**DATA FOR PROCESSING**
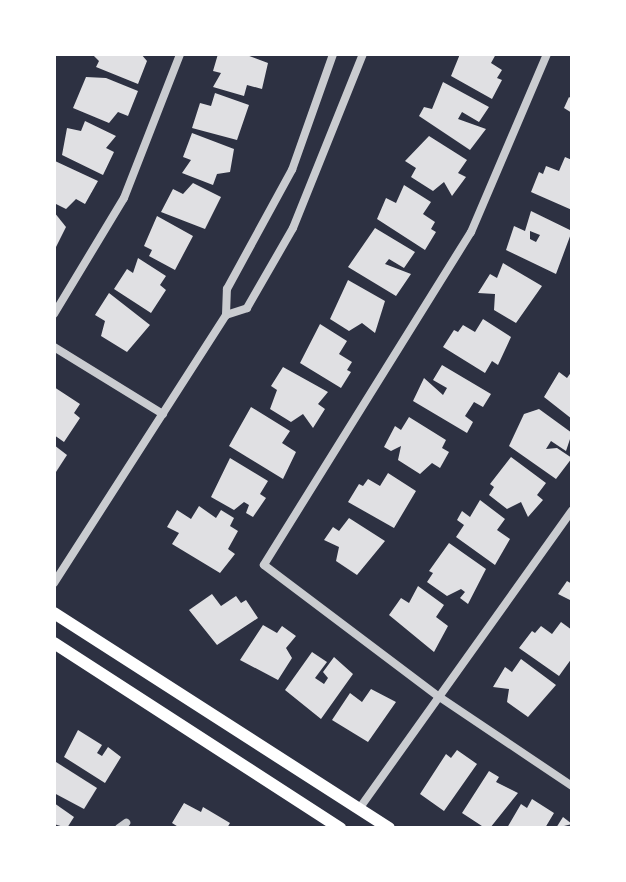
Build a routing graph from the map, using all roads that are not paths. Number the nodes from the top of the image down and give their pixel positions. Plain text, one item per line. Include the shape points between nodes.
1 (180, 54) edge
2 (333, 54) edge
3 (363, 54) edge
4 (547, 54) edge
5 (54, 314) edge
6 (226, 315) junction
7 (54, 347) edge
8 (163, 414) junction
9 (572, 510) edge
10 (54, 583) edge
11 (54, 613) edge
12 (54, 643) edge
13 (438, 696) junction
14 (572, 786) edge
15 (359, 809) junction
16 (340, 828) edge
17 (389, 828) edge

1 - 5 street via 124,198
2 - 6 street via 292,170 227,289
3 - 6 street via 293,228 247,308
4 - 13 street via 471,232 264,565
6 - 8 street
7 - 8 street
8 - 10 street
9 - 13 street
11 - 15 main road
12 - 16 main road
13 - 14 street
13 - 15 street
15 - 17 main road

**WHAT IS BEING ASKED**
When you write out the data, keep every line exact and drop the pictures.

**RESPONSE TO THIS EXERCISE**
Build a routing graph from the map, using all roads that are not paths. Number the nodes from the top of the image down and give their pixel positions. Plain text, one item per line. Include the shape points between nodes.
1 (180, 54) edge
2 (333, 54) edge
3 (363, 54) edge
4 (547, 54) edge
5 (54, 314) edge
6 (226, 315) junction
7 (54, 347) edge
8 (163, 414) junction
9 (572, 510) edge
10 (54, 583) edge
11 (54, 613) edge
12 (54, 643) edge
13 (438, 696) junction
14 (572, 786) edge
15 (359, 809) junction
16 (340, 828) edge
17 (389, 828) edge

1 - 5 street via 124,198
2 - 6 street via 292,170 227,289
3 - 6 street via 293,228 247,308
4 - 13 street via 471,232 264,565
6 - 8 street
7 - 8 street
8 - 10 street
9 - 13 street
11 - 15 main road
12 - 16 main road
13 - 14 street
13 - 15 street
15 - 17 main road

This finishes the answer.